No caso da Telefónica, o grupo já vem implementando soluções de IA para análise de dados de clientes e manutenção preditiva de redes, o que, segundo a companhia, tem reduzido custos e melhorado a qualidade do serviço.
Ações e impacto no mercado
Após o anúncio do plano de cortes e da redução dos dividendos, as ações da Telefónica na Bolsa de Madri caíram 3,2%, cotadas a 3,41 euros (R$ 19,82) por volta das 13h (horário local). O movimento reflete a reação cautelosa dos investidores, que temem uma possível desaceleração nos retornos de curto prazo.
Apesar disso, analistas do Banco Santander consideram que o plano de eficiência pode gerar ganhos sustentáveis a partir de 2027, com expectativa de aumento da margem operacional (Ebitda) em até 1,5 ponto percentual.

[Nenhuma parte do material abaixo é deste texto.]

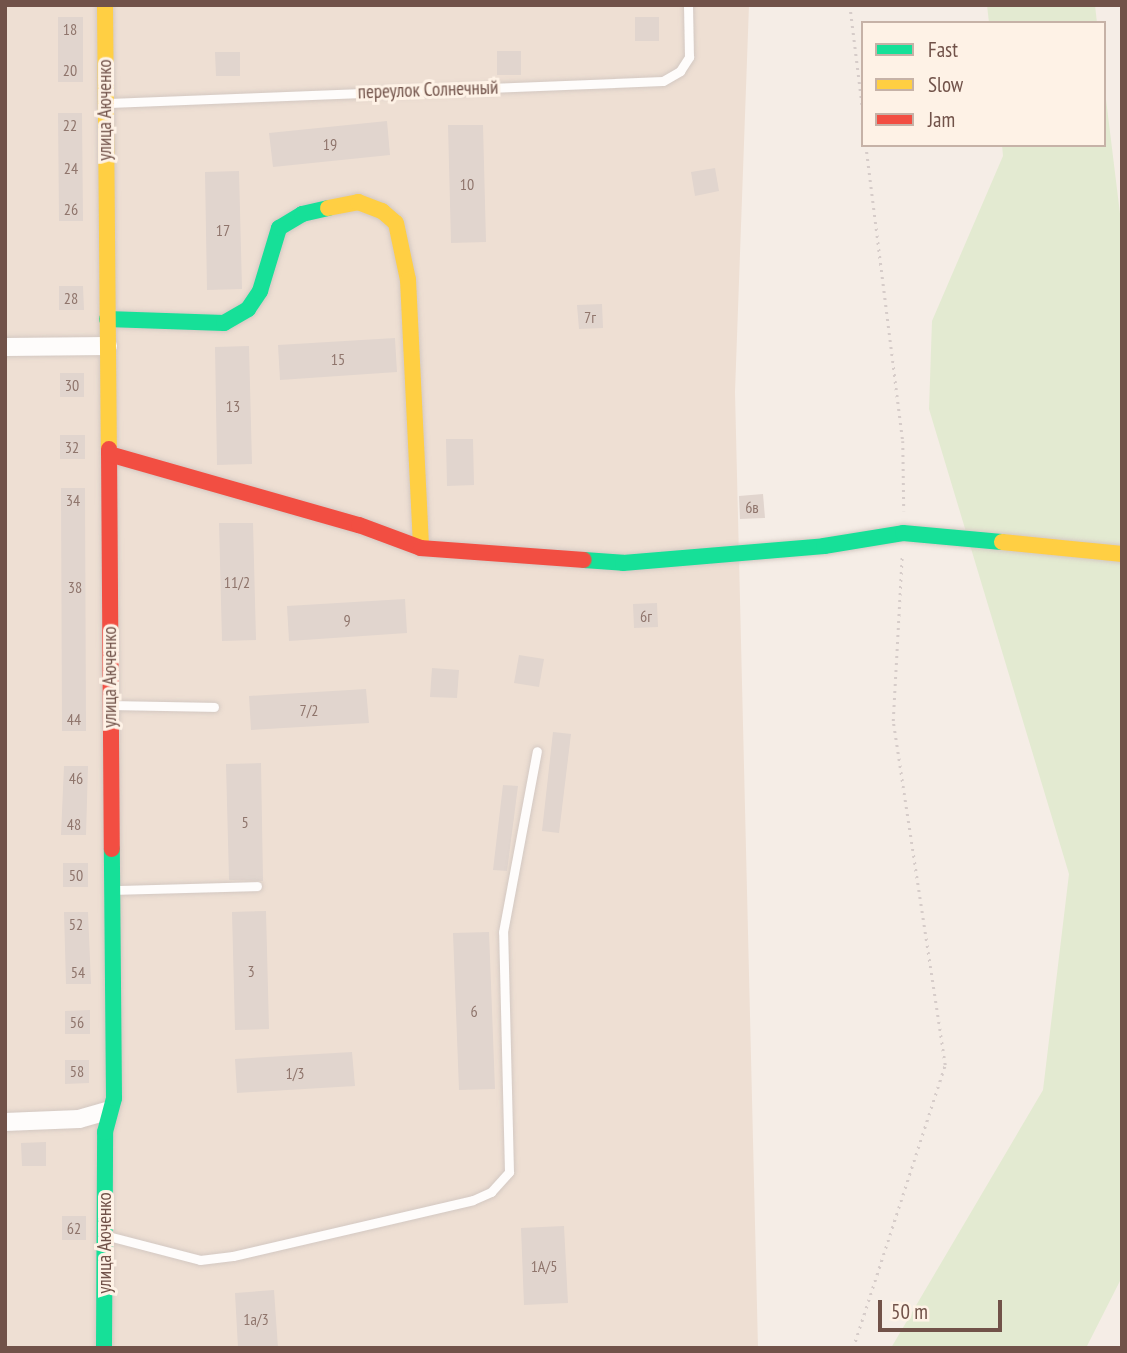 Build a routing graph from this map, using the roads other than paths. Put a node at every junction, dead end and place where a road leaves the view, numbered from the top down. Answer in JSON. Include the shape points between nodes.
{"nodes":[{"id":1,"x":104,"y":5,"type":"edge"},
{"id":2,"x":688,"y":5,"type":"edge"},
{"id":3,"x":105,"y":103,"type":"junction"},
{"id":4,"x":107,"y":319,"type":"junction"},
{"id":5,"x":108,"y":346,"type":"junction"},
{"id":6,"x":5,"y":347,"type":"edge"},
{"id":7,"x":109,"y":454,"type":"junction"},
{"id":8,"x":421,"y":548,"type":"junction"},
{"id":9,"x":1122,"y":554,"type":"edge"},
{"id":10,"x":110,"y":705,"type":"junction"},
{"id":11,"x":214,"y":707,"type":"dead end"},
{"id":12,"x":537,"y":751,"type":"dead end"},
{"id":13,"x":257,"y":886,"type":"dead end"},
{"id":14,"x":111,"y":890,"type":"junction"},
{"id":15,"x":107,"y":1111,"type":"junction"},
{"id":16,"x":5,"y":1122,"type":"edge"},
{"id":17,"x":106,"y":1235,"type":"junction"},
{"id":18,"x":104,"y":1348,"type":"edge"}],
"edges":[{"from":1,"to":3,"type":"street","name":"улица Аюченко"},
{"from":2,"to":3,"type":"lane","name":"переулок Солнечный","via":[[689,57],[680,71],[663,81]]},
{"from":3,"to":4,"type":"street","name":"улица Аюченко"},
{"from":4,"to":5,"type":"street","name":"улица Аюченко"},
{"from":4,"to":8,"type":"street","via":[[224,323],[248,309],[260,291],[279,228],[302,214],[358,202],[382,211],[396,223],[408,280]]},
{"from":5,"to":6,"type":"street"},
{"from":5,"to":7,"type":"street","name":"улица Аюченко"},
{"from":7,"to":8,"type":"street","via":[[359,525]]},
{"from":7,"to":10,"type":"street","name":"улица Аюченко"},
{"from":8,"to":9,"type":"street","via":[[623,563],[824,546],[903,533]]},
{"from":10,"to":11,"type":"lane"},
{"from":10,"to":14,"type":"street","name":"улица Аюченко"},
{"from":12,"to":17,"type":"lane","via":[[503,932],[509,1172],[491,1192],[233,1256],[200,1260]]},
{"from":13,"to":14,"type":"lane"},
{"from":14,"to":15,"type":"street","name":"улица Аюченко","via":[[114,1098]]},
{"from":15,"to":16,"type":"street","via":[[79,1119]]},
{"from":15,"to":17,"type":"street","name":"улица Аюченко"},
{"from":17,"to":18,"type":"street","name":"улица Аюченко"}]}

Segundo o Relatório Anual da Telefónica (2024), os custos operacionais do grupo superaram 32 bilhões de euros (R$ 186 bilhões), dos quais 60% estão relacionados a despesas de rede, tecnologia e pessoal.
Caminho até 2030
A meta de economizar 3 bilhões de euros deve ser concluída em cinco etapas, que incluem:
- Revisão de contratos e renegociação com fornecedores;
- Expansão de parcerias com startups de tecnologia;
- Venda de ativos não estratégicos;
- Digitalização completa das operações internas;
- Redução gradual de custos de capital.
De acordo com a empresa, as iniciativas fazem parte do plano “Telefónica 2030: Crescimento Sustentável”, que busca tornar o grupo mais competitivo e ambientalmente eficiente.
O programa também prevê o uso de energia 100% renovável em todas as suas operações até 2028 e a redução de 90% das emissões de carbono em comparação a 2015, segundo dados publicados no site corporativo da companhia.